Um santo fascista e depravado
Uma leitura da obra de José Maria Escrivã de Balaguer, fundador do Opus Dei, recentemente canonizado pelo papa João Paulo II, mostra as fantasias sexuais do homem que teve ligações estreitas com o general Franco, ditador fascista da EspanhaJuan Goytisolo
Na Espanha, do decorrer dos últimos seis anos, depois da vitória do Partido Popular de José María Aznar, o Opus Dei, espécie de maçonaria católica fundada em 1928 por monsenhor Josémaria Escrivá de Balaguer1, foi pouco a pouco retomando o poder. Muitos militantes do Opus Dei voltaram a assumir postos importantes nas empresas e no governo. O que explica a retomada do interesse suscitado pela divulgação do Relatório confidencial sobre a organização secreta do Opus Dei, redigido em 1943 pela Falange (partido fascista espanhol), engajada, na época, contra Dom Escrivá de Balaguer numa dura luta pelo poder no âmbito da ditadura franquista. Nesse relatório, Escrivá é descrito como um “maledicente” de vida pouco exemplar, de “palavras e atos cheios de segundas intenções” e de uma “devoção ostentatória e piegas, muito pouco natural, com atitudes fingidas e forçadas”. Essas acusações não atrapalharam em nada a fulgurante carreira de Dom Escrivá; primeiro, mundana (o fundador do Opus Dei, “modesto” acumulador de condecorações e honras, havia obtido de seu amigo, o general Franco, um título nobiliárquico: marquês de Peralta) e depois celeste, beatificação em 1982 e, consagração suprema, sua santificação em 6 de outubro de 2002.
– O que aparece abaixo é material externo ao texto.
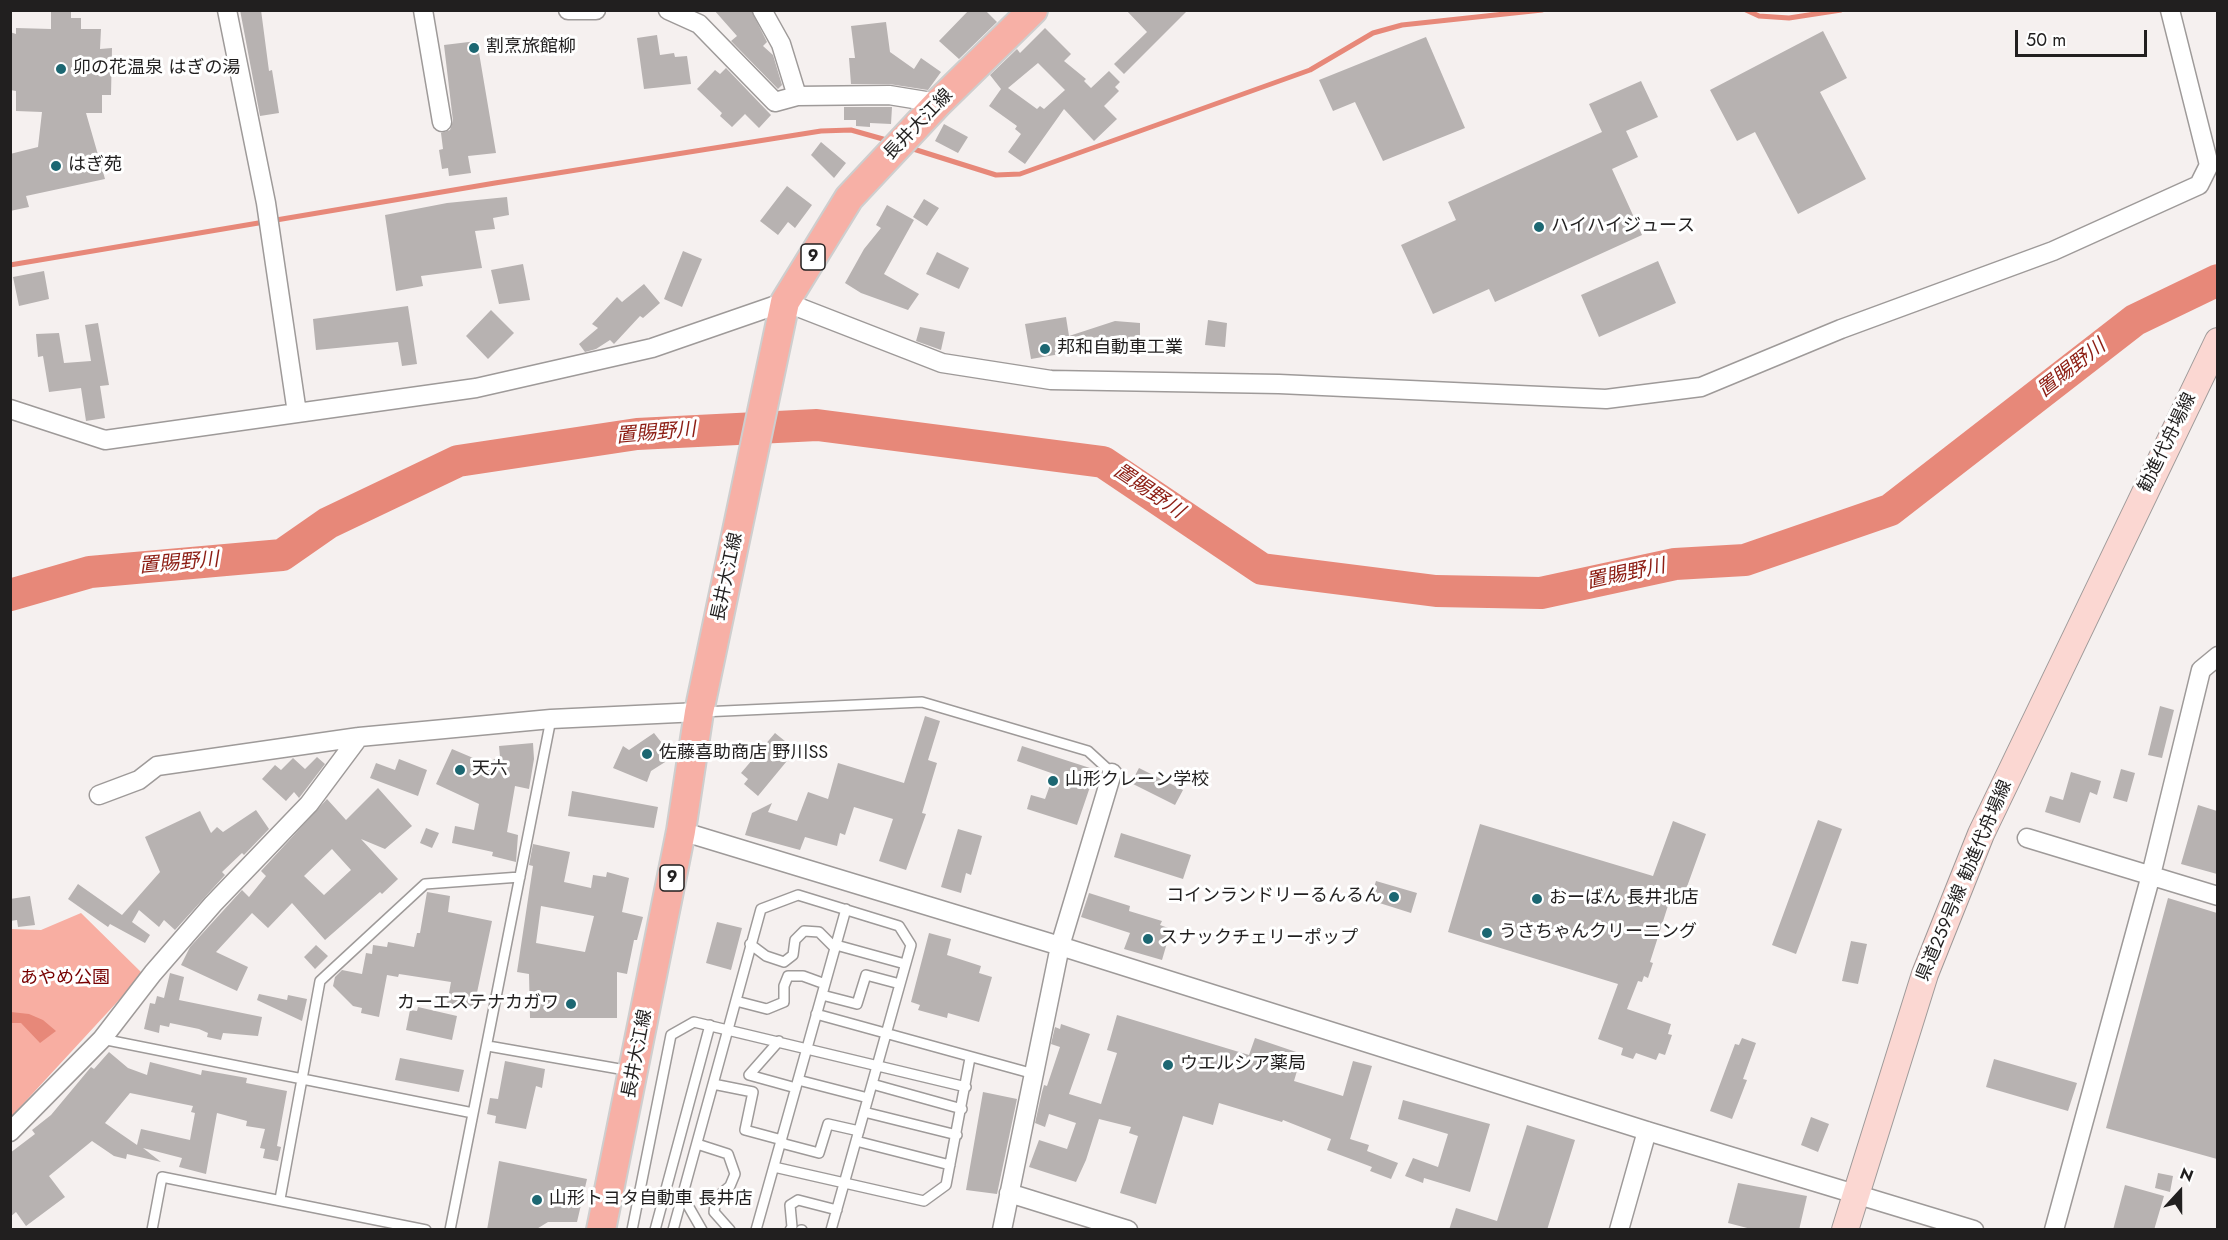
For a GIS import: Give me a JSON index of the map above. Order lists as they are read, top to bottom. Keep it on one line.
{"streets":{"main road":["長井大江線","9","勧進代舟場線","県道259号線 勧進代舟場線"]},"crossings":[["勧進代舟場線","県道259号線 勧進代舟場線"]],"water":["置賜野川"],"parks":["あやめ公園"],"places":["割烹旅館柳","卯の花温泉 はぎの湯","はぎ苑","ハイハイジュース","邦和自動車工業","佐藤喜助商店 野川SS","天六","山形クレーン学校","コインランドリーるんるん","おーばん 長井北店","うさちゃんクリーニング","スナックチェリーポップ","カーエステナカガワ","ウエルシア薬局","山形トヨタ自動車 長井店"],"scale_bar":"50 m","north":"top"}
O leitor curioso da vida do novo santo Escrivá encontrará em algumas obras2 e nas hagiografias editadas pelo Opus Dei testemunhos abundantes sobre seus feitos e gestos. Dispomos de vestígios não menos reveladores do personagem com as seqüências filmadas de algumas de suas aparições no Cadillac preto, em posturas afetadas. Porém, minha interpretação pessoal, em Foutricomédie, das máximas de sua obra capital, Caminho, traduzida em mais de quarenta línguas, lança uma nova luz sobre as fantasias sexuais de Escrivá. O fundador do Opus Dei era, sem dúvida, como teria dito Rabelais, “da madeira de que se fazem os santos”.
Santas inspirações sexuais
Os próprios fascistas publicaram um relatório denunciando o recém-canonizado como “maledicente” e de vida pouco exemplar
A obra principal do fundador do Opus Dei – Caminho – foi escrita durante a Guerra Civil espanhola (1936-1939) e constitui um elogio do espírito fascista e do ditador Franco. Em um dos raros incisos autobiográficos do livro, o autor evoca os momentos de “nobre e alegre camaradagem” entre os oficiais franquistas, em que ouviu a canção de um “jovem tenente de bigode castanho” que recitava esta prece: “Corações divididos / eu, eu não quero isso / e se entrego o meu / Eu o entrego por inteiro[máxima 145]”. O livro reflete o fervor franquista de época (“A guerra é o maior obstáculo posto sobre o caminho fácil. E, contudo, será preciso amá-la como o religioso ama seus discípulos [311]” e, naturalmente, a fervorosa exaltação do caudilho Franco (Deixar-se conduzir? Você? Seria você parte do rebanho? No entanto, você nasceu para ser caudilho!” [16]. “Caudilhos!… Torne viril sua vontade para que Deus faça de você um caudilho.” [833]. Graças ao “fervor patriótico” [905] na luta contra ” o voltairianismo de peruca empoada ou os liberalismos fora de moda do século XIX [849], “a Espanha voltaria à antiga grandeza de seus santos, de seus sábios e de seus heróis” (introdução datada de 19 de março de 1939).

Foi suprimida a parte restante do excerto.